→ **Work order**
Repeat the data exactly as given below, dropping every picture.

→ **Extracted data entries**
*-*-*

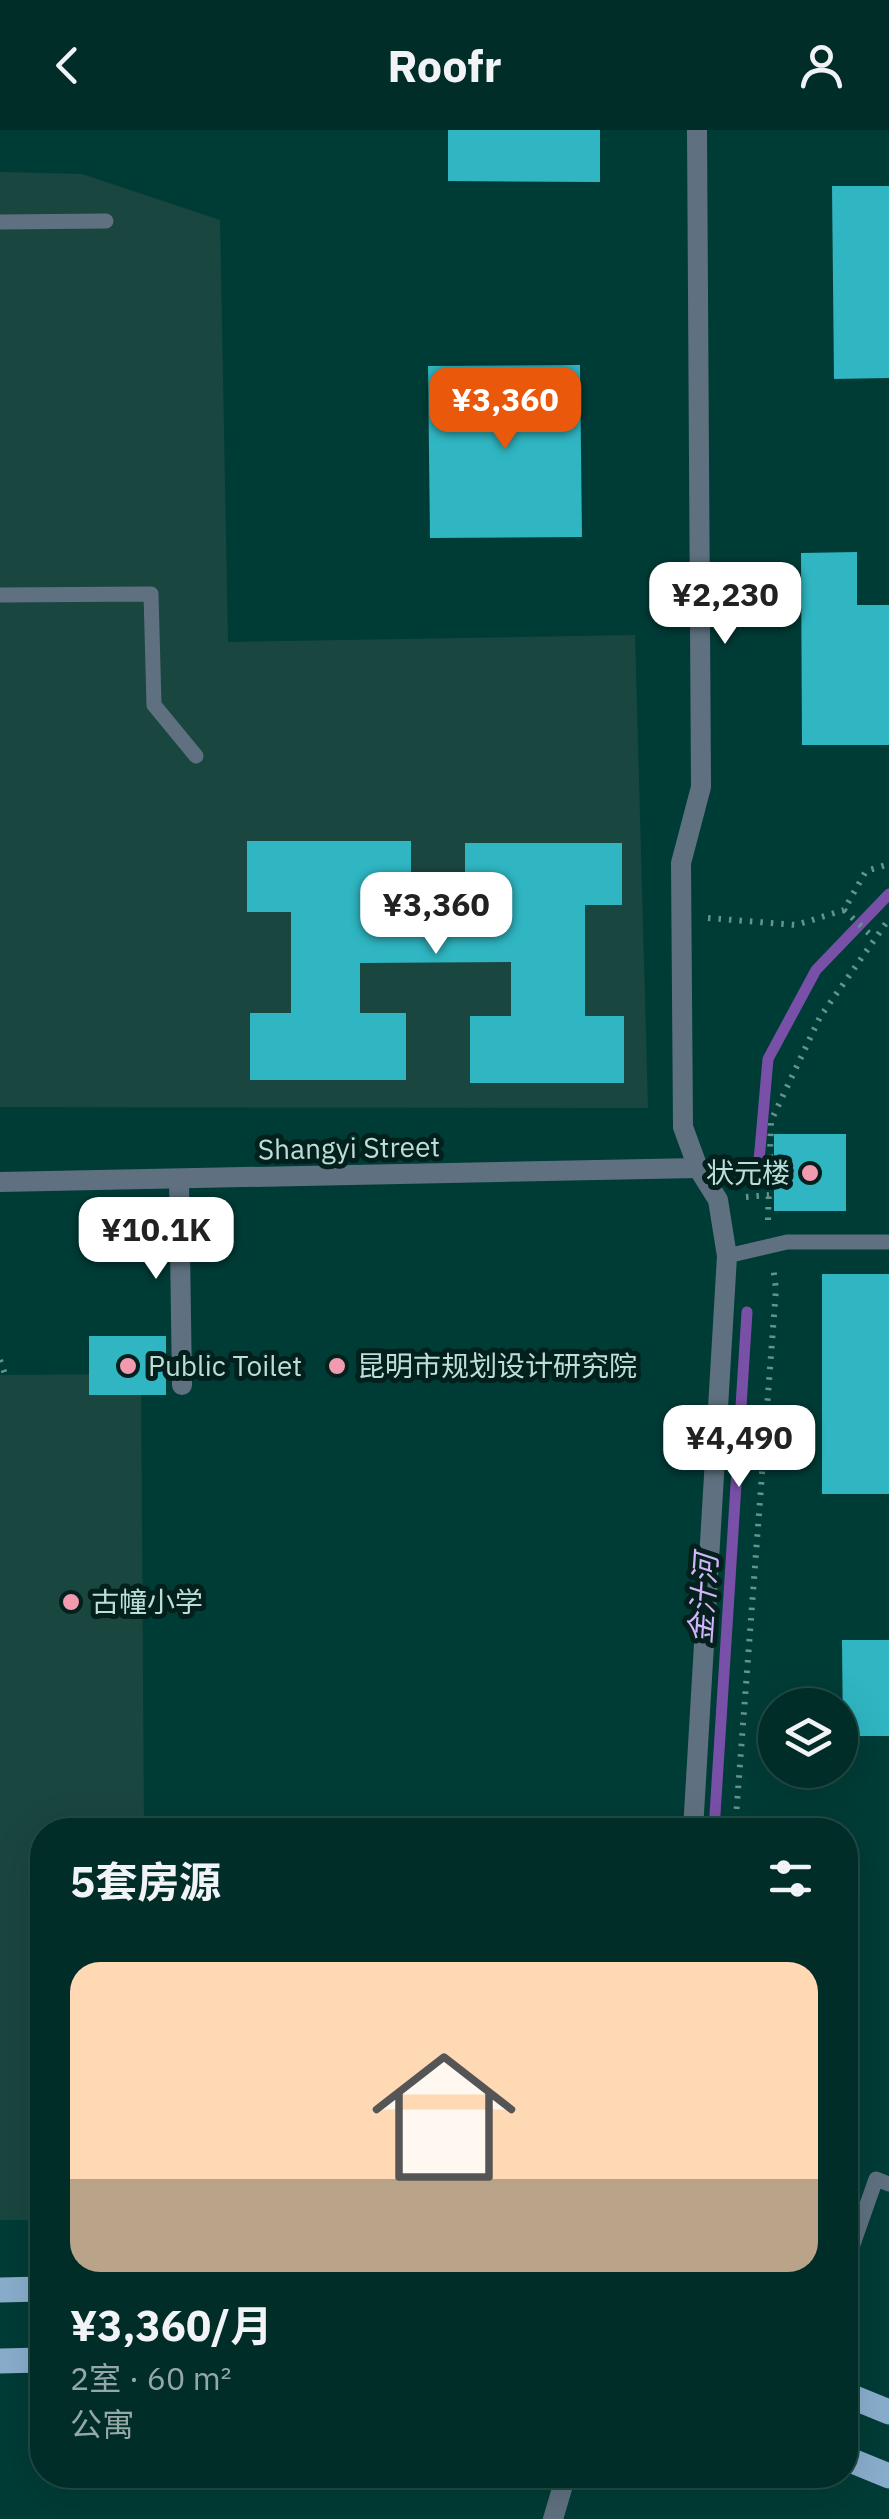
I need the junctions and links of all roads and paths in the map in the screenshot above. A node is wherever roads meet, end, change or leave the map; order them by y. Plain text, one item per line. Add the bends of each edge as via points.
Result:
1 (696, 130) edge
2 (106, 220) dead end
3 (0, 222) edge
4 (0, 595) edge
5 (196, 756) dead end
6 (889, 864) edge
7 (844, 910) junction
8 (682, 916) junction
9 (889, 919) edge
10 (874, 938) junction
11 (698, 1168) junction
12 (180, 1180) junction
13 (0, 1182) edge
14 (889, 1242) edge
15 (771, 1246) junction
16 (727, 1256) junction
17 (0, 1360) edge
18 (5, 1374) dead end
19 (182, 1385) dead end
20 (694, 1818) edge
21 (737, 1818) edge
22 (889, 2184) edge
23 (858, 2230) edge
24 (30, 2289) edge
25 (0, 2290) edge
26 (30, 2360) edge
27 (0, 2361) edge
28 (858, 2399) edge
29 (889, 2412) edge
30 (858, 2463) edge
31 (889, 2476) edge
32 (562, 2488) edge
33 (553, 2519) edge

1 - 8 street via 701,787 682,863
2 - 3 lane
4 - 5 lane via 151,594 154,705
6 - 7 path via 866,871
7 - 8 path via 796,925
7 - 10 path
8 - 11 street via 683,1126
9 - 10 path
10 - 15 path via 820,1017 771,1121
11 - 12 street, Shangyi Street
11 - 16 street via 718,1200
12 - 13 street, Shangyi Street
12 - 19 street
14 - 15 lane
15 - 16 lane
15 - 21 path via 776,1289
16 - 20 street
17 - 18 path
22 - 23 lane via 876,2179
24 - 25 main road
26 - 27 main road
28 - 29 main road
30 - 31 main road
32 - 33 street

*-*-*

→ **Task solution**
I need the junctions and links of all roads and paths in the map in the screenshot above. A node is wherever roads meet, end, change or leave the map; order them by y. Plain text, one item per line. Add the bends of each edge as via points.
Result:
1 (696, 130) edge
2 (106, 220) dead end
3 (0, 222) edge
4 (0, 595) edge
5 (196, 756) dead end
6 (889, 864) edge
7 (844, 910) junction
8 (682, 916) junction
9 (889, 919) edge
10 (874, 938) junction
11 (698, 1168) junction
12 (180, 1180) junction
13 (0, 1182) edge
14 (889, 1242) edge
15 (771, 1246) junction
16 (727, 1256) junction
17 (0, 1360) edge
18 (5, 1374) dead end
19 (182, 1385) dead end
20 (694, 1818) edge
21 (737, 1818) edge
22 (889, 2184) edge
23 (858, 2230) edge
24 (30, 2289) edge
25 (0, 2290) edge
26 (30, 2360) edge
27 (0, 2361) edge
28 (858, 2399) edge
29 (889, 2412) edge
30 (858, 2463) edge
31 (889, 2476) edge
32 (562, 2488) edge
33 (553, 2519) edge

1 - 8 street via 701,787 682,863
2 - 3 lane
4 - 5 lane via 151,594 154,705
6 - 7 path via 866,871
7 - 8 path via 796,925
7 - 10 path
8 - 11 street via 683,1126
9 - 10 path
10 - 15 path via 820,1017 771,1121
11 - 12 street, Shangyi Street
11 - 16 street via 718,1200
12 - 13 street, Shangyi Street
12 - 19 street
14 - 15 lane
15 - 16 lane
15 - 21 path via 776,1289
16 - 20 street
17 - 18 path
22 - 23 lane via 876,2179
24 - 25 main road
26 - 27 main road
28 - 29 main road
30 - 31 main road
32 - 33 street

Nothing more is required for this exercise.